315 それが本心
「クオンの表情が凶悪になっているよ。相当苛ついているよね?」
「当然だ」
「つまり、それがクオンの本心だ。リーナちゃんを誰かに渡したくないってこと。どんなことをしてでも側におけばいい。なぜなら、エルグラードの王太子の想い人を悪用されたら困る。ミレニアスには絶対に渡せない。命令してでも阻止すべきだ。それが正しい判断。わかった?」
「ヘンデルは友人だ。そう言ってくれるのは嬉しい。だが、間違ったことに力を使うわけには行かない。熟考すべきことだ」
「側近としての意見でもある。クオンがリーナちゃんに好意を感じている時点で、リーナちゃんが弱点になるのはわかっていた。
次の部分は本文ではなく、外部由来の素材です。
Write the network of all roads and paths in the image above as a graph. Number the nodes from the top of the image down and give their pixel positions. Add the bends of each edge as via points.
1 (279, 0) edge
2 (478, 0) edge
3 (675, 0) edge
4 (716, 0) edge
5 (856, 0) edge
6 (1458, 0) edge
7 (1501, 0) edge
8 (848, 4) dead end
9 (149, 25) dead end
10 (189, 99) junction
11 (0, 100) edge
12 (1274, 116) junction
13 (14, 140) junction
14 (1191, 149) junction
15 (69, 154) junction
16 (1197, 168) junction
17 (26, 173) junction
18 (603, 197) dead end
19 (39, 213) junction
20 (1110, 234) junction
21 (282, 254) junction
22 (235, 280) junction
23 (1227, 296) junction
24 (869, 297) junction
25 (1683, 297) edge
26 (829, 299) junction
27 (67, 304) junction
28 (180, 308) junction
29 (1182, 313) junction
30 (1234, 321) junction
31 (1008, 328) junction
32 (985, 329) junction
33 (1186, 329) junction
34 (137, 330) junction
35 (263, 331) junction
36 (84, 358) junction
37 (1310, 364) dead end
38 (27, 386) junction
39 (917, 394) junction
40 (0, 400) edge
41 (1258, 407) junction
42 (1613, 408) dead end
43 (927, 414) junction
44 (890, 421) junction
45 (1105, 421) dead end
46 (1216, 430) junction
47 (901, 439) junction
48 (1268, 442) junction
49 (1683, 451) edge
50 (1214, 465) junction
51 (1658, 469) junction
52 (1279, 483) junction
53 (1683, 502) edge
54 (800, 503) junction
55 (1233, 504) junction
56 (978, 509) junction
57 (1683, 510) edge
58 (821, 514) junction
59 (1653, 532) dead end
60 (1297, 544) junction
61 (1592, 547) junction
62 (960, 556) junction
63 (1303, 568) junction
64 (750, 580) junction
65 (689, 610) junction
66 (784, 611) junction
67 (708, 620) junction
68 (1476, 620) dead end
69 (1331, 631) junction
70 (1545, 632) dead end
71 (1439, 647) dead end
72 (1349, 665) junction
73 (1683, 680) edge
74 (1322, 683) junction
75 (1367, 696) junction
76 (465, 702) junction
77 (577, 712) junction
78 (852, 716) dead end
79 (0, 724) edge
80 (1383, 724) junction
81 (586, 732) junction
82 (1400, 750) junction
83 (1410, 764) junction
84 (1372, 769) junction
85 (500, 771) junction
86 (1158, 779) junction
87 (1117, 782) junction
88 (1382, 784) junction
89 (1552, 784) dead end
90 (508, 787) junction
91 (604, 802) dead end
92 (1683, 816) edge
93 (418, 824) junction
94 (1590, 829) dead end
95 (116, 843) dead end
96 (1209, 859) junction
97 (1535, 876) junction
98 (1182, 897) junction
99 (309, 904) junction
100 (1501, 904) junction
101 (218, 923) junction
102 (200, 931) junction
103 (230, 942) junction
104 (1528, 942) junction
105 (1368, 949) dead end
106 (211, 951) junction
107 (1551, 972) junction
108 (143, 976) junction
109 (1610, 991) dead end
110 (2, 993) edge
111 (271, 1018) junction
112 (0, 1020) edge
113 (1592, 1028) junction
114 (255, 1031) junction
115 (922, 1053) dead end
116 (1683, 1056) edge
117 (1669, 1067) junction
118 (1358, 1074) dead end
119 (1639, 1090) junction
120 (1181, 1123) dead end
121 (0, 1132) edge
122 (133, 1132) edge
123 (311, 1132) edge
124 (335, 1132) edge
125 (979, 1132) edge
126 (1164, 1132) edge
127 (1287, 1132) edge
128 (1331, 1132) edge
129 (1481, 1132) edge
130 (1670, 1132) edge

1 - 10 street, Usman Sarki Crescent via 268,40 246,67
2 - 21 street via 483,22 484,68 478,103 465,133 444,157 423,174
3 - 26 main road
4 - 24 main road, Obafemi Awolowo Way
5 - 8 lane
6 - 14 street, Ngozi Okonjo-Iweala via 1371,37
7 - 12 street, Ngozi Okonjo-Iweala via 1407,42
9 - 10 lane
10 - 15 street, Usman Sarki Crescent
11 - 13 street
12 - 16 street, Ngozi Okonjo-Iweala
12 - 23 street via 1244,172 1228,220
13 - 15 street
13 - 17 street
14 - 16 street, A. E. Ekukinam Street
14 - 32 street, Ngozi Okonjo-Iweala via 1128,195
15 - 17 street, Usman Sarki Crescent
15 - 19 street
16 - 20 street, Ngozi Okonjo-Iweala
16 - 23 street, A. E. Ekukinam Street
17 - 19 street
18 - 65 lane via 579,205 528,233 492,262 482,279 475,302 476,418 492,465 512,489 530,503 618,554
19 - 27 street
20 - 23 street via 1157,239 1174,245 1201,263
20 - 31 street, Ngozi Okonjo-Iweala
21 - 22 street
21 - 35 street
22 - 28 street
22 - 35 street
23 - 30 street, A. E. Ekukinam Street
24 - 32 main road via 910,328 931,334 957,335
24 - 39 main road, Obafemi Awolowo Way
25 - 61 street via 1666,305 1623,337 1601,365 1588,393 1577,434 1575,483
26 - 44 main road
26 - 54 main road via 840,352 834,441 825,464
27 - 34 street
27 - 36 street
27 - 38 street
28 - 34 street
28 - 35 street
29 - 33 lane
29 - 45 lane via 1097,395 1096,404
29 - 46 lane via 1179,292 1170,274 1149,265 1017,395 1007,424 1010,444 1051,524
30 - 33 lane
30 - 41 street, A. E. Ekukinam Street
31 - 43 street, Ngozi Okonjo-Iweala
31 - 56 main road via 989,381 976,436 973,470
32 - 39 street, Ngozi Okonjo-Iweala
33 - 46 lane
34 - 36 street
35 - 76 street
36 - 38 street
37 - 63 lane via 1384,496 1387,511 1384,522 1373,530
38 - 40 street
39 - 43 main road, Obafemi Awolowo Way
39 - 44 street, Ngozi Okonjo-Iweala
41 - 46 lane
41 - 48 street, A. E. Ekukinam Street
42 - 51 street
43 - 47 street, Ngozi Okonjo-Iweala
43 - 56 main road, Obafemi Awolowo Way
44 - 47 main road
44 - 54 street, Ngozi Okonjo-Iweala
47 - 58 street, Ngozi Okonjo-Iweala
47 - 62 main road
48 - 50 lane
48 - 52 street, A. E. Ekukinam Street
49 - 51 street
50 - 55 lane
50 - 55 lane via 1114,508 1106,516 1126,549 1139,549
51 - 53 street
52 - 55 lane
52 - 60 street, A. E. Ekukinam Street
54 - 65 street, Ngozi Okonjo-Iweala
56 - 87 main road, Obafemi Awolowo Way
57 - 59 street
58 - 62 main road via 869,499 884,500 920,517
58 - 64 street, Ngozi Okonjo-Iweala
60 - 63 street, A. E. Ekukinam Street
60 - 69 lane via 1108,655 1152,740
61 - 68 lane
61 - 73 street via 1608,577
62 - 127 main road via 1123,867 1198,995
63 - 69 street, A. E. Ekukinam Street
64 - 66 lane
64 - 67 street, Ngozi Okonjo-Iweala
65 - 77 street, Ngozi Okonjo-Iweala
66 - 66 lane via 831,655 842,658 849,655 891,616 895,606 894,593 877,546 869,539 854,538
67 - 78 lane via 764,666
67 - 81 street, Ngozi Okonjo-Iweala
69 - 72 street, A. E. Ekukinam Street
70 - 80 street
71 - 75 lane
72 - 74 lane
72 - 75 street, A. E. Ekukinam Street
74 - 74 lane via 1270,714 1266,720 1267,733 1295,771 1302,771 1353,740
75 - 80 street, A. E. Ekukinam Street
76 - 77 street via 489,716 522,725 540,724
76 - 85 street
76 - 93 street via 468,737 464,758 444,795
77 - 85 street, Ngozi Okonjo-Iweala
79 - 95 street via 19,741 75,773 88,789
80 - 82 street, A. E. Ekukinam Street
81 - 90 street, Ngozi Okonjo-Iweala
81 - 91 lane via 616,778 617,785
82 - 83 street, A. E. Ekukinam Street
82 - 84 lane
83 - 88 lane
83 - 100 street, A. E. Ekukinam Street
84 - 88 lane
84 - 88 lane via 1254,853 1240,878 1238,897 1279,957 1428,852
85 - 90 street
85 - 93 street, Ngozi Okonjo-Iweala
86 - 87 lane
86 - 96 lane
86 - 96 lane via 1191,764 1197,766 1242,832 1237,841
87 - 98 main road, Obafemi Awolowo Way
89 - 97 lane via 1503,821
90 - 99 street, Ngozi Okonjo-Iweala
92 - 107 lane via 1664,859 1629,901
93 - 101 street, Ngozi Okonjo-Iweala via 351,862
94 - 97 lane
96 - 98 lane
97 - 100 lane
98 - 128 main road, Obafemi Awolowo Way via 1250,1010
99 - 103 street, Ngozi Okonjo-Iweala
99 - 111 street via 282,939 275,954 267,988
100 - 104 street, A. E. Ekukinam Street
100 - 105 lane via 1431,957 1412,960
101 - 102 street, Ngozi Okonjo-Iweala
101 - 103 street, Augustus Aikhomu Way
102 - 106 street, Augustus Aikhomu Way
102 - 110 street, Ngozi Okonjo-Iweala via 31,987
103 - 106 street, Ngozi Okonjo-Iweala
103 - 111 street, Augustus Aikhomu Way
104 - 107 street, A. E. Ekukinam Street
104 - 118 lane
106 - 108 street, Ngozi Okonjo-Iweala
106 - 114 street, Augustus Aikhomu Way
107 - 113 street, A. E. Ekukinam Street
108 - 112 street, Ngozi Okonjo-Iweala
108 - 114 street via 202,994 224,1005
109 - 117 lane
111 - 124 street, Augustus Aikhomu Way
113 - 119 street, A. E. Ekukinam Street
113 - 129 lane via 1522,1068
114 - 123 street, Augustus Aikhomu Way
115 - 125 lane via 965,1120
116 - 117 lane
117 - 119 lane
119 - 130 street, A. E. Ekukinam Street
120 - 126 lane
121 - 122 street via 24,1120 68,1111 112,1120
だから、余計なものを近づけないようにと通達してあったのに、鉄壁じゃなかった」
調査役だったせいでキフェラ王女を拒否できなかった。
メイベルやパスカル、その場でうまく対応できそうな者が同席できなかった。
防御を突破されたということになる。
もし、キフェラ王女が暗殺者などであれば、リーナの命はない。
それほどの大失態だと思っていることをヘンデルは打ち明けた。
「ごめん。友人としても側近としても心から謝る。より厳重にするから」
「私も甘かった。リーナ一人で調査を受けるような状況は許さないと伝えておくべきだった」
「関係者を集めてしっかりと対策する。だから、リーナちゃんのことは任せて。クオンはミレニアスのことを考えて。判断しないといけないからさ」
「リーナに花でも贈った方がいいだろうか?」
「いらない。リーナちゃんに何かあったと思われるだけだから」
「そうか……そうだな」
「取りあえず、リーナちゃんの件は終わり。片付いた!」
「片付いていない。ミレニアスの王族会議はこれからだ」
「午後にインヴァネス大公が到着するらしいから、今日中に話し合うはずだよ。最終的な判断とその通達がこっちに来るのが明日かな」
「アルヴァレスト大公の意見を聞くと、リーナを認めることはなさそうだ」
「妥当だね。俺がミレニアス王だったらリーナちゃんを認めない。クオンだったらどうする?」
クオンは黙り込んだ。
それが答え。
王家の血筋に不確定な要素を入れないように認めない判断をするということだった。
「大丈夫。それならそれで俺としては嬉しい。リーナちゃんはエルグラード国籍のエルグラード人だ!」
「私もそう思っている。政略に巻き込まれにくくなる。守りやすくなる」
「絶対に守れると言いたいところだけど、クオンの努力次第だよ」
「わかっている」
「じゃあ、午後の会議に備えて打ち合わせをしよう」
クオンとヘンデルはミレニアスへの対応について話し始めた。